"My children, you know, I can't make that choice for them. They either grow up to be hard-working like me, or they become dopers and sleep all day," he said to Jane, before turning to me to ask if he could have a swig of the rum.
Marijuana's drug evolved as a biological means of intoxicating would-be pests; its initial biological aim had nothing to do with man. Marijuana was at the heart of the Rastafarian movement, a movement that affected the cultural dynamic of the entire Caribbean. It is hard, even today, to find anywhere in the Caribbean that is not in some regard influenced by the style of rasta and reggae. 
It's not just marijuana. Plants have held sway over every major development in the West Indies, from prehistory to today. It is not quite the history you may expect. But, it is one history that is certainly filled with rum and blood, death, sweat, romance and pirate ships. It is the history of plants in this part of the Caribbean - the Antilles. The long grocery chain of islands that swings in an arc from Cuba to the tip of Venezuela. It is a history that Jane and I stumbled on, driving up a coast on a small island at the far end of the Antilles.
Four hundred and thirty million years ago is to plants what Abraham is to Jews - it is the beginning; the time when algae first left the wilderness of the sea, and crept onto land. Not long after that, about 350 million years ago, some sort of primitive ferns planted their first roots. A hundred million years later, the same ferns that we know today developed.

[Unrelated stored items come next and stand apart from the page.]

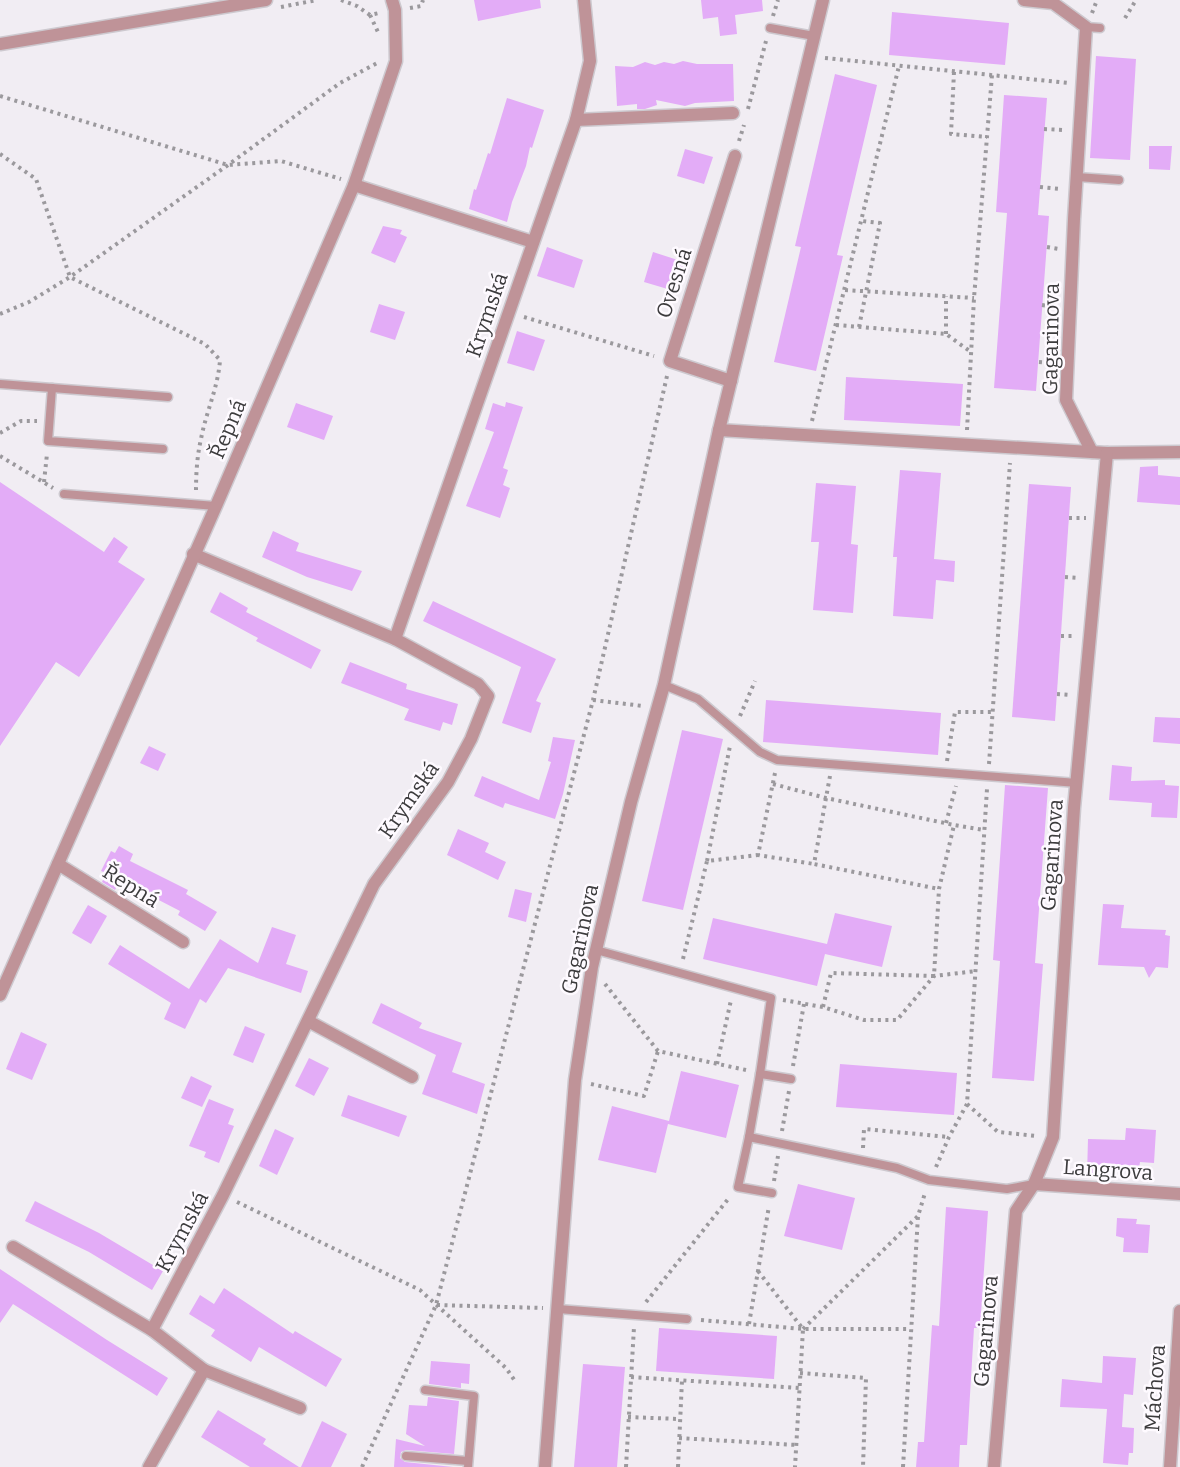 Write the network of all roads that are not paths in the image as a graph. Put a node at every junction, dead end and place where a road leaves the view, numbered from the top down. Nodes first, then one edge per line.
1 (266, 0) edge
2 (392, 0) edge
3 (584, 0) edge
4 (824, 0) edge
5 (1024, 0) edge
6 (1054, 1) edge
7 (1086, 27) junction
8 (770, 28) road end
9 (1100, 28) dead end
10 (814, 36) junction
11 (0, 44) edge
12 (733, 114) dead end
13 (576, 120) junction
14 (735, 156) road end
15 (1077, 177) junction
16 (1119, 180) dead end
17 (354, 185) junction
18 (533, 242) junction
19 (731, 381) junction
20 (0, 384) edge
21 (52, 388) junction
22 (168, 397) dead end
23 (719, 430) junction
24 (163, 449) dead end
25 (1092, 452) junction
26 (1180, 452) edge
27 (1107, 453) junction
28 (64, 494) road end
29 (216, 506) junction
30 (193, 554) junction
31 (395, 639) junction
32 (664, 685) junction
33 (1077, 783) junction
34 (58, 864) junction
35 (183, 942) dead end
36 (596, 950) junction
37 (0, 995) edge
38 (308, 1021) junction
39 (760, 1074) junction
40 (412, 1077) dead end
41 (791, 1079) road end
42 (749, 1137) junction
43 (1034, 1184) junction
44 (772, 1192) road end
45 (1180, 1194) edge
46 (13, 1247) dead end
47 (558, 1309) junction
48 (1180, 1311) edge
49 (687, 1319) road end
50 (152, 1330) junction
51 (204, 1370) junction
52 (425, 1390) dead end
53 (1177, 1406) edge
54 (300, 1408) dead end
55 (406, 1456) dead end
56 (468, 1464) edge
57 (149, 1467) edge
58 (545, 1467) edge
59 (994, 1467) edge
60 (1170, 1467) edge

1 - 11 street
2 - 17 street, Řepná
3 - 13 street, Krymská
4 - 10 street, Gagarinova
5 - 6 street
6 - 7 street
7 - 9 lane
7 - 15 street, Gagarinova
8 - 10 lane
10 - 19 street, Gagarinova
12 - 13 street
13 - 18 street, Krymská
14 - 19 street, Ovesná
15 - 16 lane
15 - 25 street, Gagarinova
17 - 18 street
17 - 29 street, Řepná
18 - 31 street, Krymská
19 - 23 street, Gagarinova
20 - 21 lane
21 - 22 lane
21 - 24 lane
23 - 25 street
23 - 32 street, Gagarinova
25 - 27 street
26 - 27 street
27 - 33 street, Gagarinova
28 - 29 lane
29 - 30 street, Řepná
30 - 31 street, Krymská
30 - 34 street, Řepná
31 - 38 street, Krymská
32 - 33 lane
32 - 36 street, Gagarinova
33 - 43 street, Gagarinova
34 - 35 street, Řepná
34 - 37 street, Řepná
36 - 39 lane
36 - 47 street, Gagarinova
38 - 40 street
38 - 50 street, Krymská
39 - 41 lane
39 - 42 lane
42 - 43 lane
42 - 44 lane
43 - 45 street, Langrova
43 - 59 street, Gagarinova
46 - 50 street
47 - 49 lane
47 - 58 street, Gagarinova
48 - 53 street, Máchova
50 - 51 street
51 - 54 street
51 - 57 street
52 - 56 lane
53 - 60 street, Máchova
55 - 56 lane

By 225 million years ago, the giant single landmass we call Pangaea began to break apart. During all this splitting, plants made a giant leap. They developed fruit; the modern plant mechanism for distributing seeds. These plants, the angiosperms, were the ultimate step in ensuring the success of the plant on Earth. Moving about is a good way to disperse your offspring. Survival is a matter, as for all organisms, of spreading your seeds far from the tree. Since plants cannot move, the development of mechanisms to get their seeds traveling about the world meant their survival, even biological domination, on Earth. Citrus came about in the world probably somewhere in Indonesia. If the pleasure of their sweet taste and easy to eat packaging seems too coincidental, it isn't. They were made to be eaten. Initially, some botanists believe, to compel lizards.
Sweetness is a force in evolution. That pulp of sugar exploits the sweet tooth - the animal gets sweets, the plant gets seed transportation, allowing the plant to expand its territory by the breadth of the animal's migration. Fruits hold off on sweetness until their seeds are ready for their mission; a fruit keeps itself camouflaged in green, and bitter and untasty until it's ready to go - when it is, it changes color - bright red, orange or yellow.

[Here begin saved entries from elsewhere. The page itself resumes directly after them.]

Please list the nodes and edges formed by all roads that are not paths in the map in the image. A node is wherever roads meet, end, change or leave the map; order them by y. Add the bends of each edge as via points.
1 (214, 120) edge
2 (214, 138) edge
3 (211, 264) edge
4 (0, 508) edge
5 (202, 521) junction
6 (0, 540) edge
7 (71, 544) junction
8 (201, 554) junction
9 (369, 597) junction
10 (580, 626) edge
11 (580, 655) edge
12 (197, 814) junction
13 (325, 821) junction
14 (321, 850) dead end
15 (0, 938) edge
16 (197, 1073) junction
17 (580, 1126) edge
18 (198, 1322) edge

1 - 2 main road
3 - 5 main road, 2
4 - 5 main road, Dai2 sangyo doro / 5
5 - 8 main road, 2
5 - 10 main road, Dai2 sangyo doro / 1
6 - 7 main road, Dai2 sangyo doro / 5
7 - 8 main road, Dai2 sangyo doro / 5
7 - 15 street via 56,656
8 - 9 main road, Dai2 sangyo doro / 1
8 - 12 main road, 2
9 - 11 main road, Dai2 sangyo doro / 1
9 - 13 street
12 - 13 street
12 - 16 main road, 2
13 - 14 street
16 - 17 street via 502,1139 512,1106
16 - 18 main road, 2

There is one fruit in particular, from one island in particular, far away from the Antilles. It's called the nutmeg fruit; a small but bright yellow little globe, that when split, yields a reasonable brown seed wrapped in a spidery bright red aril; a soft outer shell. The seed we call nutmeg, the aril we call mace. Although the plant grows on the other side of the world, its existence would transform the Antilles.